Hood also expects the Shinkansen system itself to survive the current crisis, with revenues rebounding by spring 2021. “Unless Covid drags on for several years, we will see some sort of reversion to the pre-Covid norm,” he says. “Numbers may be down on their peak, but there won’t be a doomsday scenario for the Shinkansen.”

Passengers prepare to embark an JR East bullet train in Tokyo in August. 2020. Ridership on the Shinkansen network has continued to lag nationwide as the pandemic continues. 

Instead, what we may see is a new role and identity for the Shinkansen in a post-pandemic Japan, in which high-speed rail helps facilitate the greater embrace of telework. A government survey in June showed that 35% of people nationally had teleworked as a result of the pandemic, and 55% in Tokyo reported engaging in some level of teleworking. Of the 35% nationally who had worked remotely, 25% reported being at least somewhat more interested in moving out of major cities.

After all, working from home in Tokyo’s infamously tiny apartments poses significant challenges. The idea of a “workcation” has been gaining ground in Japan for several years, and some shrinking towns and cities are leveraging this trend to attract repeat workcationers, with the hope of eventually converting them into at least part-time residents.

If the pandemic continues long enough, and if Japan’s hinterland municipalities sweeten the deal with incentives like housing subsidies, such a Shinkansen-sped shift out of Tokyo could be possible, Hood says. The trains might expand the megacity’s already vast commuter shed into a national one. 

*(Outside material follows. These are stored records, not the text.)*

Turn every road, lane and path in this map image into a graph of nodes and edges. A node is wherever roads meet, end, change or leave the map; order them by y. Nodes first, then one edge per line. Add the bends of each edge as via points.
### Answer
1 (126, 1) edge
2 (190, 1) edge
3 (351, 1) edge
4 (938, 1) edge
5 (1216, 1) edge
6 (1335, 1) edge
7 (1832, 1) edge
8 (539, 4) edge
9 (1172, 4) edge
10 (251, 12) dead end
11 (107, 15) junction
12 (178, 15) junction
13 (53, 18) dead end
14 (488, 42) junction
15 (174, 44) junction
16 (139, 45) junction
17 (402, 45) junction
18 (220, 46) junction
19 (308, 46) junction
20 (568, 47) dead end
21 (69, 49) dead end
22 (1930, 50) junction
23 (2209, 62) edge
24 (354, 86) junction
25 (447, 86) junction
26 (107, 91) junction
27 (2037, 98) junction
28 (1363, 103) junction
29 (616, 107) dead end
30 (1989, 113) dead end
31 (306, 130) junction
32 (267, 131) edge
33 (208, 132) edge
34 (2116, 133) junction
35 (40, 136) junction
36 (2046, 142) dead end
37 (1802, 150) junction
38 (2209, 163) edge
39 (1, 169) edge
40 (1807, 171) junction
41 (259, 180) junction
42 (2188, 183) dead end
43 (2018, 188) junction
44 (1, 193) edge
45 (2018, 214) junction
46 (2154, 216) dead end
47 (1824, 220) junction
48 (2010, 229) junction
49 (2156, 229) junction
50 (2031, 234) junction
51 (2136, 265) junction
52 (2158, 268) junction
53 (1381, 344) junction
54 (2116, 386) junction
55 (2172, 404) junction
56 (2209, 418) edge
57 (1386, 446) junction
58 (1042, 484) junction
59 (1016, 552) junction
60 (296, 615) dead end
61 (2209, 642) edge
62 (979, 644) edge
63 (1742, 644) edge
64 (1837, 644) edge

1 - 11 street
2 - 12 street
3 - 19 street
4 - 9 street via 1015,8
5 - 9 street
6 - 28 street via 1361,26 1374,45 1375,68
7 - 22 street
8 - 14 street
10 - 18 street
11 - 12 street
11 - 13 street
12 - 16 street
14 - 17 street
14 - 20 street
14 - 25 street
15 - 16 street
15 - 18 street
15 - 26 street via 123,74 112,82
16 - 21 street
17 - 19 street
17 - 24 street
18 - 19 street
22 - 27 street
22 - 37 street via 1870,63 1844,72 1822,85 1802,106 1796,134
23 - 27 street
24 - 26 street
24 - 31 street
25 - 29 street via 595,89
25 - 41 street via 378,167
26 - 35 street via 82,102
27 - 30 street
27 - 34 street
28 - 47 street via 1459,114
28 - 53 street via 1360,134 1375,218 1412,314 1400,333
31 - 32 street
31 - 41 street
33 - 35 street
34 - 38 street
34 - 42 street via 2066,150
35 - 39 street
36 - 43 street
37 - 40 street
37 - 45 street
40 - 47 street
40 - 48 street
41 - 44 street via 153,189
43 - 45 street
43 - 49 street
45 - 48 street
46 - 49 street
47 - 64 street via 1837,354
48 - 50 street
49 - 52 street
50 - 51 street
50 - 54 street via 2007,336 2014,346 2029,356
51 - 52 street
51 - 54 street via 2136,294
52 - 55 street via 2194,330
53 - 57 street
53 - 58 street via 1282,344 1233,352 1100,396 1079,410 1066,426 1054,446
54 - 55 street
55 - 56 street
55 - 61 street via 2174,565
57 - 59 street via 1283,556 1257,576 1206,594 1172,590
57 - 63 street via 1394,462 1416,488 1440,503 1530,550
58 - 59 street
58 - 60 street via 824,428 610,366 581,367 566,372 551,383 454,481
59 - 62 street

Are today’s pandemic-driven service reductions and revenue losses a sign of the ghost of Shinkansen yet to come? As Japan’s national population shrinks, depopulation in its periphery will most likely continue. Absent significant and sustained immigration, this presents a structural challenge, and the JR Companies acknowledge as much in their annual reports. One can imagine a future in which some regional conventional rail services are severely reduced, and bullet train service to certain areas is curtailed or even dropped entirely, even as service between major urban areas improves. Population decline will continue to force changes in the nation’s transportation network. Whether and how the pandemic compounds these longer-term trends remains to be seen.